The roles contains only basic configurations. I recommend that you customize or parameterize roles to configure systems appropriately for your workload.
1.2. Feature¶
The project contains the following features.
- Examples of the inventry file of Ansible 
- Basic configurations provided via role variables and group_vars 
- Roles to configure and operate middleware 
- Playbooks to configure and operate middleware 
The main products which this project can deploy are:
- Bigtop based Apache Hadoop cluster * Pseudo environment * Distributed environment with NameNode and ResourceManager HA 
- Bigtop and community based Apache Spark 
1.3. Servers¶
This project’s assumption about middleware components and servers.

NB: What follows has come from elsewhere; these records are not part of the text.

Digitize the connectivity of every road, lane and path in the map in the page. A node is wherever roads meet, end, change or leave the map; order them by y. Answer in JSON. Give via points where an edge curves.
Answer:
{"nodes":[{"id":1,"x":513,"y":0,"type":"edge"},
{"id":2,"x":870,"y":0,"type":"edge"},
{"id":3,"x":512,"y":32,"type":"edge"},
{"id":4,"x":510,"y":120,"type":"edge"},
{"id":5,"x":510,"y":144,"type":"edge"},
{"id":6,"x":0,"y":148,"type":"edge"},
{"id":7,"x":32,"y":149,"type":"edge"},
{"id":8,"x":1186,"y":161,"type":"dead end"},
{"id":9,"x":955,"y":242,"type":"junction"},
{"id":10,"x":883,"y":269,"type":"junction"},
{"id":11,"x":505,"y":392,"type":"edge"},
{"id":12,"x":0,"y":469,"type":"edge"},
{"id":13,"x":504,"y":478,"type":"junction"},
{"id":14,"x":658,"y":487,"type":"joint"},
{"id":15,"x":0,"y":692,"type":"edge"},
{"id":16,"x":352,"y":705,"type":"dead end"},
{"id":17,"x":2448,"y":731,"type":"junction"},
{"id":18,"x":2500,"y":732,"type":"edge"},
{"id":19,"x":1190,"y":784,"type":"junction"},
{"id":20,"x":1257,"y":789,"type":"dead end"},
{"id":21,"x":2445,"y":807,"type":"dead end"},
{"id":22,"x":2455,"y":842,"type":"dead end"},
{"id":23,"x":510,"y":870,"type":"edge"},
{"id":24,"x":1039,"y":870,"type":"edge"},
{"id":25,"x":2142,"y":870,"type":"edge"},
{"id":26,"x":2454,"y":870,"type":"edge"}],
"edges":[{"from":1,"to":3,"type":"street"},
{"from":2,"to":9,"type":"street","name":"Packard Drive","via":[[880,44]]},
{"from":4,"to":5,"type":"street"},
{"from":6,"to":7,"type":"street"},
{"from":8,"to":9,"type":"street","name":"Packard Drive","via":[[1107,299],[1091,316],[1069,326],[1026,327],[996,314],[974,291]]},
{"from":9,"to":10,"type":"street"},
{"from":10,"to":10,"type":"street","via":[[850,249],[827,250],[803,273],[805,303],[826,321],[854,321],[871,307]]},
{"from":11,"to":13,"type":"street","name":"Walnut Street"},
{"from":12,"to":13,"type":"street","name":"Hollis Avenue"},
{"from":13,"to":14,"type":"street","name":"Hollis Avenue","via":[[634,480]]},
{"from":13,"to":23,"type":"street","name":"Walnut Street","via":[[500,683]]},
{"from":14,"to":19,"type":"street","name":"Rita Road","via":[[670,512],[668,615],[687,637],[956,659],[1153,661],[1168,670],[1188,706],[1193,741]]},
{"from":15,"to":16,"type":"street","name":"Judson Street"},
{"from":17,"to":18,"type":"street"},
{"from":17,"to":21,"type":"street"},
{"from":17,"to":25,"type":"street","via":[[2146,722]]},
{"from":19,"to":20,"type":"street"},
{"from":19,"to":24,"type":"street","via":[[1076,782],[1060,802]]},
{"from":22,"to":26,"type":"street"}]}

Servers for medium cluster
| Server | Use for | 
|---|---|
| master01 | Primary NameNode, JournalNode, ZooKeeper Server(id=1), Ganglia Slave | 
| master02 | JournalNode, ZooKeeper Server(id=2), Primary ResourceManager, Ganglia Slave | 
| master03 | JournalNode, ZooKeeper Server(id=3), HistoryServer, Standby ResourceManager, Standby NameNode, Ganglia Slave, Ganglia Master, InfluxDB, Grafana, Spark History Server | 
| client01 | Hadoop Client, Spark Client, Ganglia Slave, Zeppelin | 
| slave01 | DataNode, NodeManager, Ganglia Slave | 
| slave02 | DataNode, NodeManager, Ganglia Slave | 
| slave03 | DataNode, NodeManager, Ganglia Slave | 
| slave04 | DataNode, NodeManager, Ganglia Slave | 
| slave05 | DataNode, NodeManager, Ganglia Slave | 
| kafka01 | Kafka broker | 
| kafka02 | Kafka broker | 
| kafka03 | Kafka broker | 
| manage | Ambari server | 
Servers for large cluster
| Server | Use for | 
|---|---|
| master01 | Primary NameNode, Ganglia Slave | 
| master02 | Standby NameNode, Ganglia Slave | 
| master03 | Primary ResourceManager, Ganglia Slave | 
| master04 | Standby ResourceManager, Ganglia Slave | 
| master05 | JournalNode, ZooKeeper Server(id=1), Ganglia Slave | 
| master06 | JournalNode, ZooKeeper Server(id=2), Ganglia Slave | 
| master07 | JournalNode, ZooKeeper Server(id=3), Ganglia Slave | 
| master08 | HistoryServer, Ganglia Master, Ganglia Slave, InfluxDB, Grafana | 
| client01 | Hadoop Client, Spark Core, Ganglia Slave, Zeppelin | 
| slave01 | DataNode, NodeManager, Ganglia Slave | 
| slave02 | DataNode, NodeManager, Ganglia Slave | 
| slave03 | DataNode, NodeManager, Ganglia Slave | 
| slave04 | DataNode, NodeManager, Ganglia Slave | 
| slave05 | DataNode, NodeManager, Ganglia Slave | 
| slave06 | DataNode, NodeManager, Ganglia Slave | 
| slave07 | DataNode, NodeManager, Ganglia Slave | 
| slave08 | DataNode, NodeManager, Ganglia Slave | 
| slave09 | DataNode, NodeManager, Ganglia Slave | 
| slave10 | DataNode, NodeManager, Ganglia Slave | 
| kafka01 | Kafka broker | 
| kafka02 | Kafka broker | 
| kafka03 | Kafka broker | 
| manage | Ambari server | 
Server for pseudo environment
| Server | Use for | 
|---|---|
| pseudo | NameNode, DataNode, SecondaryNameNode, ResourceManager, NodeManager, Spark, Spark History Server | 
1.4. Software information¶
| Software | Version | 
|---|---|
| OS | (I use CentOS 7) | 
| Ansible | (I use 2.9.9) | 
| Hadoop | 2.8.5 (Bigtop 1.4.0) | 
| Spark | 2.2.3 (Bigtop 1.4.0) | 
| Spark Community version | 3.0.0 | 
1.5. Prerequirement¶
- Login to each server by SSH from the server where you execute ansible. 
- “sudo” as admin user in each server.